[From my other blog]
I'm not an expert on legal matters, nor do I understand the existing facts and figures on Ayodhya. It is beyond my ability to comprehend complex language and history.
But I believe the judgement is a step in the right direction. The problem is not as much that of the ownership of the land, as much a conflict of perceptions. Whatever we have as documented evidence are perceptions of the Hindu, Muslim or the left. Our history, archeology and even evolution are in a way perceptions in their own ways. There is no such thing as truth for everyone sees the history the way he or she wants to.
Don't underestimate the power of these perceptions. It can be so powerful that we might end up with a totally divided society if these perceptions are left to themselves or allowed to strengthen. I'm saddened by the lack of wisdom on the part of neutral parties in understanding the importance of perception. It is a challenge for any administration to maintain normalcy when people hold on to their perceptions. In a way, banning of bulk SMS at the time of verdict was a right step.
There are two or more parties (I'll include the so-called neutral people who want to go by the documented information) who hold their own perceptions. It hasn't been easy for anyone to get these parties closer to resolve the issue as they carried their baggage of perceptions. The warring parties did not have a bigger heart, the political leadership lacked the integrity to find a solution.

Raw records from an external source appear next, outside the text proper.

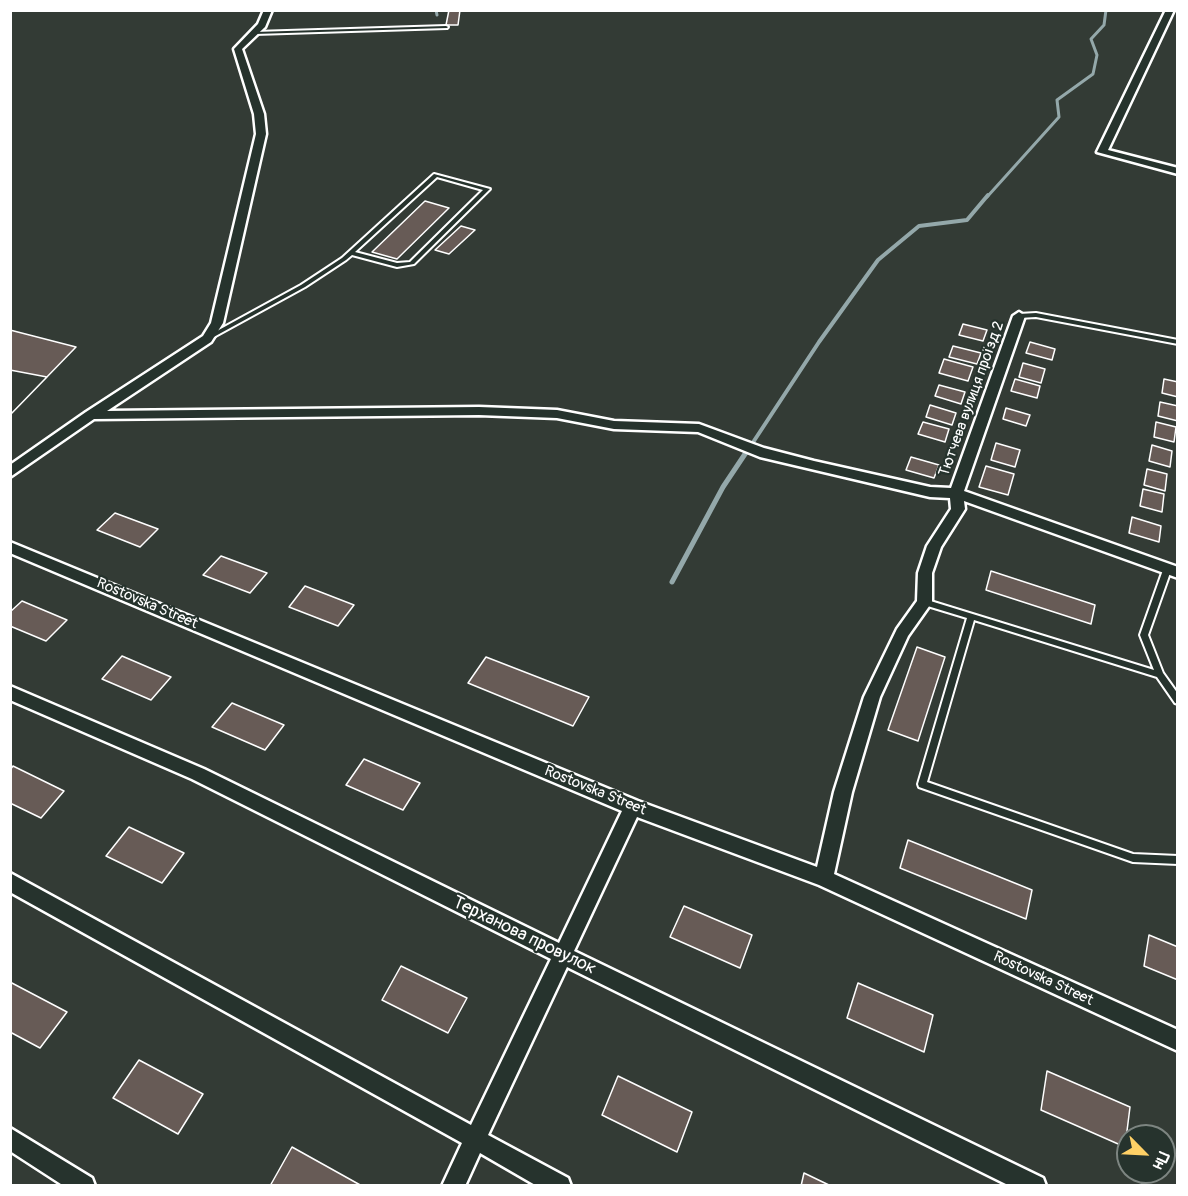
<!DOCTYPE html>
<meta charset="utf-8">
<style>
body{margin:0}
#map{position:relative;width:1188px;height:1196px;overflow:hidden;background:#333b35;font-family:Pangolin,sans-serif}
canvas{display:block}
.frame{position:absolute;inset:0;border:12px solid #fff;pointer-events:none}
.north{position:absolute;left:1116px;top:1124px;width:60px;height:60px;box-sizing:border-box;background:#26332d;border:2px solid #7d8581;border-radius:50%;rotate:114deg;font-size:16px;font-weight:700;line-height:24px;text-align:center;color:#fff}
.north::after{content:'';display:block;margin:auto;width:21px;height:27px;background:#ffd166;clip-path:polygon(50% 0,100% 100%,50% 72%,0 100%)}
</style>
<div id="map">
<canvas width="1188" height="1196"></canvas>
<div class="frame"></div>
<div class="north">Пн</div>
</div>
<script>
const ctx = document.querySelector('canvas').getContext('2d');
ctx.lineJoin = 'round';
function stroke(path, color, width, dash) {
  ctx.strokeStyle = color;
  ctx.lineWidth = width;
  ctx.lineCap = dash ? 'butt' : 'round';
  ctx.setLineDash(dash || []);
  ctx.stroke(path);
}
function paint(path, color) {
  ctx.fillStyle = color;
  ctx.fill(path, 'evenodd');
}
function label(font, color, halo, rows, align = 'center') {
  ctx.font = font + ' Pangolin,sans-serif';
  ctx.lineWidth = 4.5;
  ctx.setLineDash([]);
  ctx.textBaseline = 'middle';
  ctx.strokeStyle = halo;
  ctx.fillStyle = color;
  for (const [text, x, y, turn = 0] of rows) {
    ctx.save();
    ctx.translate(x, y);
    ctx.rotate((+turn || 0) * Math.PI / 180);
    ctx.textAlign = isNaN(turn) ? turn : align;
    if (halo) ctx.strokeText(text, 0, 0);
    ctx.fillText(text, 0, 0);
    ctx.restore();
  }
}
const streamFar2 = new Path2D(`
 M436,10L437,15
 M987,197L1059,117L1057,100L1093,74L1097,55L1091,39L1104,25L1106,10`);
const streamFar1 = new Path2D(`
 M748,450L819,342L878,260L919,226L967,220L988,195`);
const stream = new Path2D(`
 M672,582L723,487L749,448`);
const building = new Path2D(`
 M449,10H460L458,25H446Z
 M425,201L449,208L397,259L372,252Z
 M461,226L475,230L449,254L435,250Z
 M963,324L987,330L983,341L959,335Z
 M10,330L76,347L10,415Z
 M1030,342L1055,349L1052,360L1026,353Z
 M953,346L981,353L977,364L949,357Z
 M944,359L973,367L968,381L939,373Z
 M1023,363L1045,369L1041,383L1019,377Z
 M10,370L47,377L10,415Z
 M1015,379L1040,386L1037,398L1011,391Z
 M1164,379L1178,382V397L1162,393Z
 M939,385L965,392L961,404L935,396Z
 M1160,402L1178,406V421L1158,416Z
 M930,405L956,413L952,425L926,417Z
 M1006,408L1030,415L1026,426L1003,419Z
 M923,422L949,429L945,442L918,434Z
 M1156,422L1176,427L1174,442L1154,437Z
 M996,443L1020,450L1015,467L991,460Z
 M1152,445L1172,451L1170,467L1149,461Z
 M911,457L939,465L934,478L906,470Z
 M986,466L1014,474L1008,495L979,487Z
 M1147,469L1167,474L1165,491L1144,485Z
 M1143,489L1164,494L1162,512L1140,506Z
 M115,513L158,529L140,547L97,530Z
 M1132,517L1161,526L1159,542L1129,533Z
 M221,556L267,573L250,593L203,575Z
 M991,571L1095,605L1091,624L986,590Z
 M305,586L354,605L338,626L289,607Z
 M22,601L67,620L46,641L10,626V612Z
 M917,647L945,657L918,741L888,730Z
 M122,656L171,677L151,700L102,679Z
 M486,657L589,697L573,726L468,683Z
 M232,703L284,725L265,750L212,727Z
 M364,759L420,783L403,810L346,785Z
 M13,766L64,791L41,818L10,803V770Z
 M129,827L184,853L162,883L106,856Z
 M908,840L1032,890L1026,919L900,868Z
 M684,906L752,935L740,968L670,937Z
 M1149,935L1178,947V980L1144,966Z
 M401,966L467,998L448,1033L382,1000Z
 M10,982L67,1012L40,1048L10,1032Z
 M858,983L933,1015L924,1052L847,1018Z
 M139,1060L203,1094L178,1134L113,1098Z
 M1047,1071L1130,1107L1125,1147L1041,1110Z
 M618,1076L692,1112L677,1152L602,1115Z
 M292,1147L362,1186H270Z
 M804,1173L831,1186H801Z`);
const lane = new Path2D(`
 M446,26L448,27L447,28L255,34L253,33L255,32Z
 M434,174L490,189L414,264L397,267L352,255L346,260L305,287L210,339H206V337L301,285L342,258ZM437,177L483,190L410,262L397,263L355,252Z
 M1036,313L1178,340V344L1036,317L1019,318L1016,316L1019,314Z
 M1167,567L1171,570L1148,635L1163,673L1178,694V704L1175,703L1157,677L974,620L927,782L1133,854L1178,856V864L1133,862L919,787L918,784L967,618L921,604L920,602L921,600L924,599L1154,670L1140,635L1163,570Z`);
const street = new Path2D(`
 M264,10H272L265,27L242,49L264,114L266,134L223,323L211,342L107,411L479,407L557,410L614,421L699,424L764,448L814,461L930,487L951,488L1013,316L1019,312L1025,316L964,491L1178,567V578L964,501L965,509L941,547L932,573V602L908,636L880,697L852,792L834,874L1178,1030V1051L819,885L637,817L574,951L1043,1178L1046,1186H1010L567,967L488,1135L568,1178L571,1186H537L480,1153L465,1186H442L462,1143L10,892V873L471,1125L551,959L192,779L10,700V686L204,769L559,943L622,811L10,553V542L638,801L817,867L834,792L864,697L897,629L917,601L918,573L927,546L951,509L950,498L930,497L760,457L698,432L614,429L557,418L479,415L94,419L10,477V465L86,412L203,336L211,323L256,134L254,114L234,49L258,24Z
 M1166,10H1174L1108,150L1178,168V174L1097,152Z
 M10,1128L92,1178L95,1186H64L10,1151Z`);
const streetNames = [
 ["Тютчева вулиця проїзд 2",972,399,-70],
 ["Rostovska Street",147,604,23],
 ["Rostovska Street",595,791,22],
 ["Rostovska Street",1043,979,25]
];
const nearStreetnames = [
 ["Терханова провулок",524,936,26]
];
stroke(streamFar2, '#94a8aa', 3);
stroke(streamFar1, '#94a8aa', 4);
stroke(stream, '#94a8aa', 5);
paint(building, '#675b56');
stroke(building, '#fff', 1.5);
stroke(lane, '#fff', 4);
stroke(street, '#fff', 5);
paint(lane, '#26332d');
paint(street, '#26332d');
label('15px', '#fff', '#26332d', streetNames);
label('18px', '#fff', '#26332d', nearStreetnames);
</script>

The judges took it upon themselves to resolve the crisis. They may not have the authority, but they have shown wisdom to understand the situation and come up a solution that will pave the way for a total solution. They have acted a lot more mature than the armchair analysts and activists.

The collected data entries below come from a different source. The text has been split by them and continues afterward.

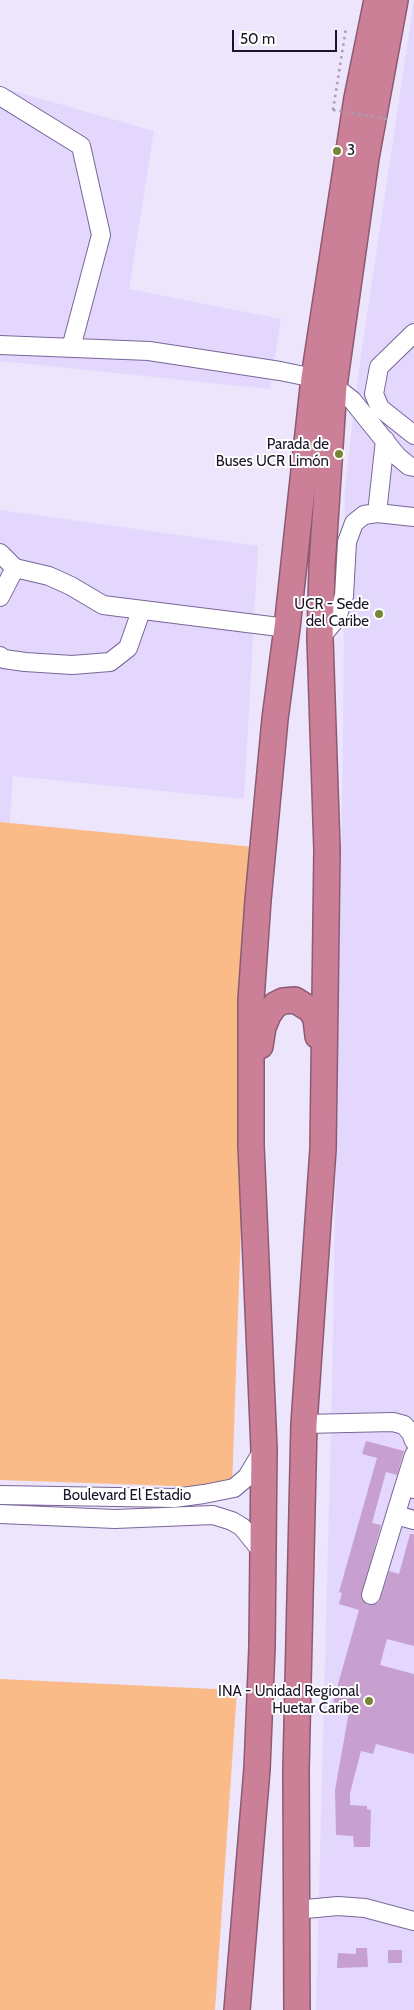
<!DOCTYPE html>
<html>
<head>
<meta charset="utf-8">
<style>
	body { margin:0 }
	#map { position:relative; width:414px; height:2010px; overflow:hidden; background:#ece5fc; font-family:Cabin,sans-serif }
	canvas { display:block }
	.scale { position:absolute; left:232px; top:30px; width:105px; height:22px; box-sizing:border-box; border:2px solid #1b1428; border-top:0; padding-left:6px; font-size:15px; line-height:18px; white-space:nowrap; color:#1b1428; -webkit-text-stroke:4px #fff; paint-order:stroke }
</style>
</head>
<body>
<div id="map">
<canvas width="414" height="2010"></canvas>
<div class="scale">50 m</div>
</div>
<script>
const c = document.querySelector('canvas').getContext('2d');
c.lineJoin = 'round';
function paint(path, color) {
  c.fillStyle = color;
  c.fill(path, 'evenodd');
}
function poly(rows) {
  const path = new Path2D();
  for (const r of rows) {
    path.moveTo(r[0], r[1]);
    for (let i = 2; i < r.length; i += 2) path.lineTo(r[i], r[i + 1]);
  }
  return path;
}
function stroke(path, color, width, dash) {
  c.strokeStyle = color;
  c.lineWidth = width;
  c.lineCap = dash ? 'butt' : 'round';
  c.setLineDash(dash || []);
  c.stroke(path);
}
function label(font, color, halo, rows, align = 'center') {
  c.font = font + ' Cabin,sans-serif';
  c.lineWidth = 4;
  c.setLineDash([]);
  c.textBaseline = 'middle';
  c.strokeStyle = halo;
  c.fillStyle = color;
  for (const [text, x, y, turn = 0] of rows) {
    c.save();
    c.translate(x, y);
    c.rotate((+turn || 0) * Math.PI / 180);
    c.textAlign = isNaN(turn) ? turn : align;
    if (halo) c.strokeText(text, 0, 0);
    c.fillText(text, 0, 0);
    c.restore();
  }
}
paint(poly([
	[414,0,414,2010,316,2010,332,1391,343,741,345,486,360,362],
	[0,87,154,131,129,289,281,319,270,389,0,361],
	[0,510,258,546,244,799,13,776,0,971]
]), '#e3d7fe');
paint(poly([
	[0,822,254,847,232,1488,0,1480],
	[0,1679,237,1690,215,2010,0,2010]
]), '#fabb88');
paint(poly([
	[366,1441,404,1451,397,1475,386,1472,372,1523,381,1525,361,1597,367,1605,379,1602,389,1571,399,1574,410,1534,414,1534,414,1646,387,1639,380,1665,414,1674,414,1754,376,1744,373,1754,361,1751,350,1793,350,1805,367,1806,367,1809,371,1810,370,1847,354,1847,353,1836,336,1835,335,1790,350,1706,333,1702,359,1610,339,1604,342,1593,339,1592,377,1458,362,1454],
	[356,1948,367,1948,368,1967,337,1968,338,1953,356,1954],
	[388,1950,402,1950,402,1963,388,1963]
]), '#c7a0d0');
const minor = poly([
	[0,96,81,146,101,235,71,348],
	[414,333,379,367,374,394,380,408,414,435],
	[0,345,149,351,280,371,314,378],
	[334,386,352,400,397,456,409,466,414,467],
	[377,513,385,440],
	[0,553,15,568,49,576,71,586,103,605,287,628],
	[0,597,15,568],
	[320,638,337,618,344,596,347,542,354,523,364,515,377,513,414,517],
	[0,656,4,659,25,662,72,665,110,662,128,648,141,611],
	[304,1424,393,1422,404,1425,411,1433,414,1441],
	[414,1455,404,1487,414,1489],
	[0,1495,174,1498,204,1494,234,1488,247,1477,262,1452],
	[0,1514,115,1519,213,1515,232,1521,242,1527,263,1553],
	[396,1515,414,1520],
	[371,1595,404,1487],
	[295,1910,338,1906,365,1908,414,1921]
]);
const highway = poly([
	[260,1046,263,1027,268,1015,275,1005,283,1001,295,1000,311,1010,316,1019,318,1036],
	[237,2010,257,1769,262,1647,264,1449,251,1145,251,1000,258,900,275,719,287,628,314,378,357,98,377,0],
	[297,2010,296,1770,304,1424,323,1149,327,850,320,638,322,567,334,386,366,158,395,0]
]);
stroke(minor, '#786699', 20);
stroke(highway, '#8d5a71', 28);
stroke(poly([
	[333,110,346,28]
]), '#a69fb5', 2.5, [2.5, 4]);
stroke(minor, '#fff', 18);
stroke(highway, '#cb8098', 25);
stroke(poly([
	[333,110,387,119]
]), '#a69fb5', 2.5, [2.5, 4]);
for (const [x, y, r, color] of [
	[337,151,5,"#758635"],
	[339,454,5,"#758635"],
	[379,614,5,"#758635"],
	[369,1701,5,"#758635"]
]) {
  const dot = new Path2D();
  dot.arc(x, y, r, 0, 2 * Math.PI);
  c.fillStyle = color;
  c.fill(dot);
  stroke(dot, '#fff', 2);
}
label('15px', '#1b1428', '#fff', [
	["3",347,151,"left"],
	["Parada de",329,445],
	["Buses UCR Limón",329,462],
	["UCR - Sede",369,605],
	["del Caribe",369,622],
	["INA - Unidad Regional",359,1692],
	["Huetar Caribe",359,1709]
], 'right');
label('15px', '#1b1428', '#fff', [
	["Boulevard El Estadio",127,1496]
]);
</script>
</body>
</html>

The division of the property may not be perfect or to the satisfaction of the BMAC, but the court allows for appeal. It is still possible that BMAC and the Hindu parties may get a more sensible and resolve it by the time the supreme court decides.
It is important that all parties unload the ghosts of the past - from the days of Rama to Babar to 1949, 87 or 92 in seeking a solution. With perceptions coming closer there is a possibility of an extraordinary exhibition of Muslim brotherhood or Hindu acceptance.
If there is an appeal and the supreme court goes purely by books and reject this verdict, that'll be very unfortunate. A decision based on "hard" facts may sound right legally, but can't be so for the country.